Data in this exercise –
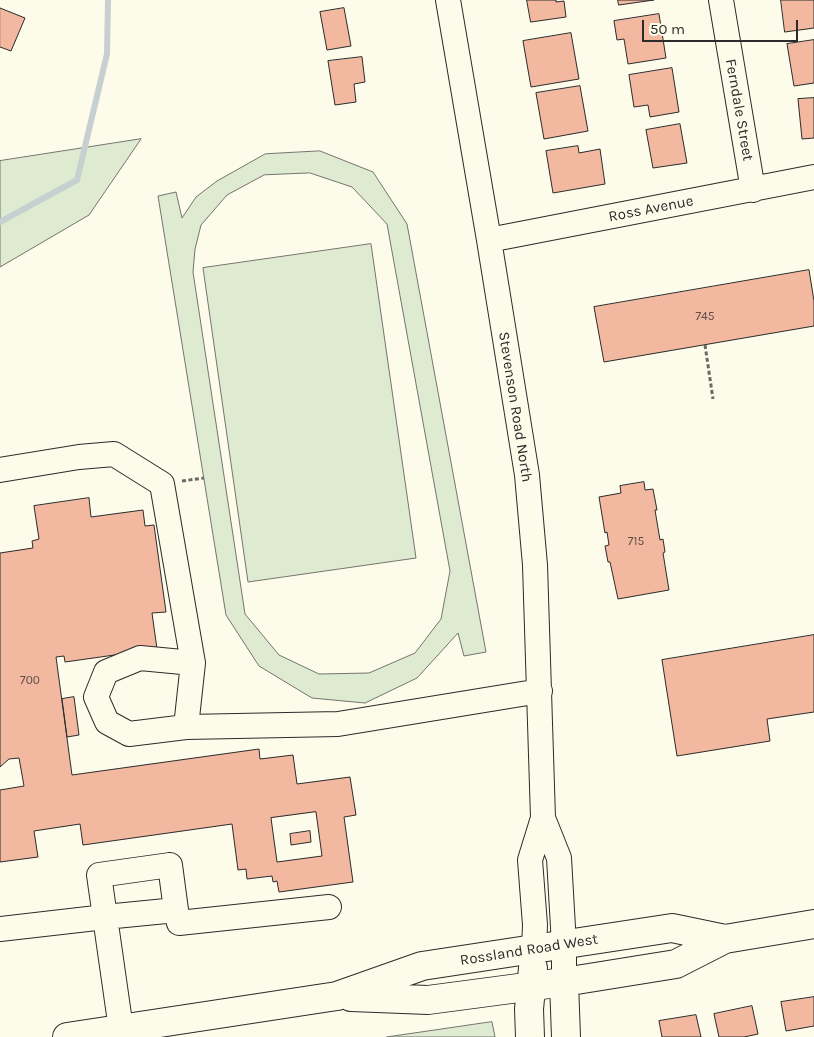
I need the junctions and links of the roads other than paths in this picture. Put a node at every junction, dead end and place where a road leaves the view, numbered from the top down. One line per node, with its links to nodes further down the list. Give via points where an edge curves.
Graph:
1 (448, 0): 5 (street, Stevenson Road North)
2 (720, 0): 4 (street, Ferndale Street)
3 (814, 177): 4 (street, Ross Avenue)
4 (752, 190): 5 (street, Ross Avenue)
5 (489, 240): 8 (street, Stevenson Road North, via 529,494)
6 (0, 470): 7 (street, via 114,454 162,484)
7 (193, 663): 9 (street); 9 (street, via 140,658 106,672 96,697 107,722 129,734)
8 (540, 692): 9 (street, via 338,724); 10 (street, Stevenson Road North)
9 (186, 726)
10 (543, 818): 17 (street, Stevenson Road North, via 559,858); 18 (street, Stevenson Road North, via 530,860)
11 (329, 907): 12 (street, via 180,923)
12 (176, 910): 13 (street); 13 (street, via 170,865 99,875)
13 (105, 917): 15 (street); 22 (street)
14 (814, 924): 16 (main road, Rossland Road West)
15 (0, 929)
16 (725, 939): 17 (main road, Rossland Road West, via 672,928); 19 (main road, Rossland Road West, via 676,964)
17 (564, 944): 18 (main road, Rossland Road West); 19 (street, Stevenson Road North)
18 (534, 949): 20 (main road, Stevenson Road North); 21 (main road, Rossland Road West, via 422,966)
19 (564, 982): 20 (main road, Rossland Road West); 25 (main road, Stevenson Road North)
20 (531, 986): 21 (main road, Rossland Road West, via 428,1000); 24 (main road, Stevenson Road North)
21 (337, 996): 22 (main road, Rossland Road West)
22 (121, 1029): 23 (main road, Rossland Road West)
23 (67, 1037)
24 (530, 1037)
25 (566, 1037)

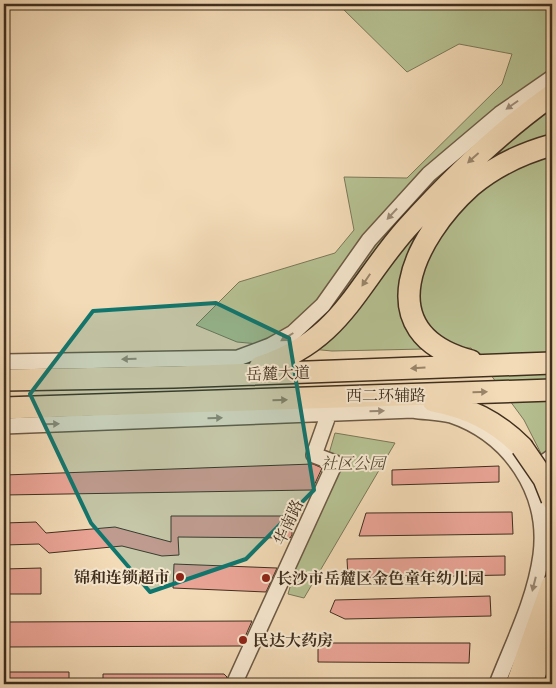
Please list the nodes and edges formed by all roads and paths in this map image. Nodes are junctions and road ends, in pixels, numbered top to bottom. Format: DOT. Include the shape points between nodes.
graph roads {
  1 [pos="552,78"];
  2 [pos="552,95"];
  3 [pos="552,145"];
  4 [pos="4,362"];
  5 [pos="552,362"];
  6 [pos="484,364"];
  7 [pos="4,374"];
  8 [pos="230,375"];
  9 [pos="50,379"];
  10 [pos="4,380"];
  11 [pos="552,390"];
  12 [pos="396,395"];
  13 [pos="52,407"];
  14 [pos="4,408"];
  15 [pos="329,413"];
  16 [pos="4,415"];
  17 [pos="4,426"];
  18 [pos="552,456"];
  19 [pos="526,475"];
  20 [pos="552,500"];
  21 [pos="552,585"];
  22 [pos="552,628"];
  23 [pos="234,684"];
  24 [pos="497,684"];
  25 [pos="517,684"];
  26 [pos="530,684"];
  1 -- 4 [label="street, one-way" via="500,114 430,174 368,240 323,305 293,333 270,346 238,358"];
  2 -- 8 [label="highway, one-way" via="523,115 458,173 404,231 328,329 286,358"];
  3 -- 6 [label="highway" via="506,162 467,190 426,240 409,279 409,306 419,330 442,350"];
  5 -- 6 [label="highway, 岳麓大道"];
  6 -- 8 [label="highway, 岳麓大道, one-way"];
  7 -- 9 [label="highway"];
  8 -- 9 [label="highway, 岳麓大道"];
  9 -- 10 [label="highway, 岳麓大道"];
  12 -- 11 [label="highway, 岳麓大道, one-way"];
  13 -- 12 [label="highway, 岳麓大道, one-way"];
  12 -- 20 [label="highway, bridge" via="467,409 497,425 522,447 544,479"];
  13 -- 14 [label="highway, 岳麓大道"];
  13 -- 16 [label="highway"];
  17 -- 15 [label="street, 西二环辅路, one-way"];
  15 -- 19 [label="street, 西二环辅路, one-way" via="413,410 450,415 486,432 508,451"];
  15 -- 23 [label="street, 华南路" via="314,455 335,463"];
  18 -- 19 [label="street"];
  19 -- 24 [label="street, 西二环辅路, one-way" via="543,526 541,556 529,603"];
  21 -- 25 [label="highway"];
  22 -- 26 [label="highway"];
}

==

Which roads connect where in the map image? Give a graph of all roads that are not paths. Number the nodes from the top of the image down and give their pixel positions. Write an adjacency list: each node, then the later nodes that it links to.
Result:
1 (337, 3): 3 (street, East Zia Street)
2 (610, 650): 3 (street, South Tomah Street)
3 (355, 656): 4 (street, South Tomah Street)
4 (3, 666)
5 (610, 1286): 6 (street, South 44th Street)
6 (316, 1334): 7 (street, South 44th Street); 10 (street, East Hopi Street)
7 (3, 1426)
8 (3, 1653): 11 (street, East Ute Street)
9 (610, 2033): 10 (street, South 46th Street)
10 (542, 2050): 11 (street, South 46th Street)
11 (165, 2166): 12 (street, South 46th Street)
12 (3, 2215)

Work item –
Count each line of the material that includes "down", and reply with only the count.

Written answer –
2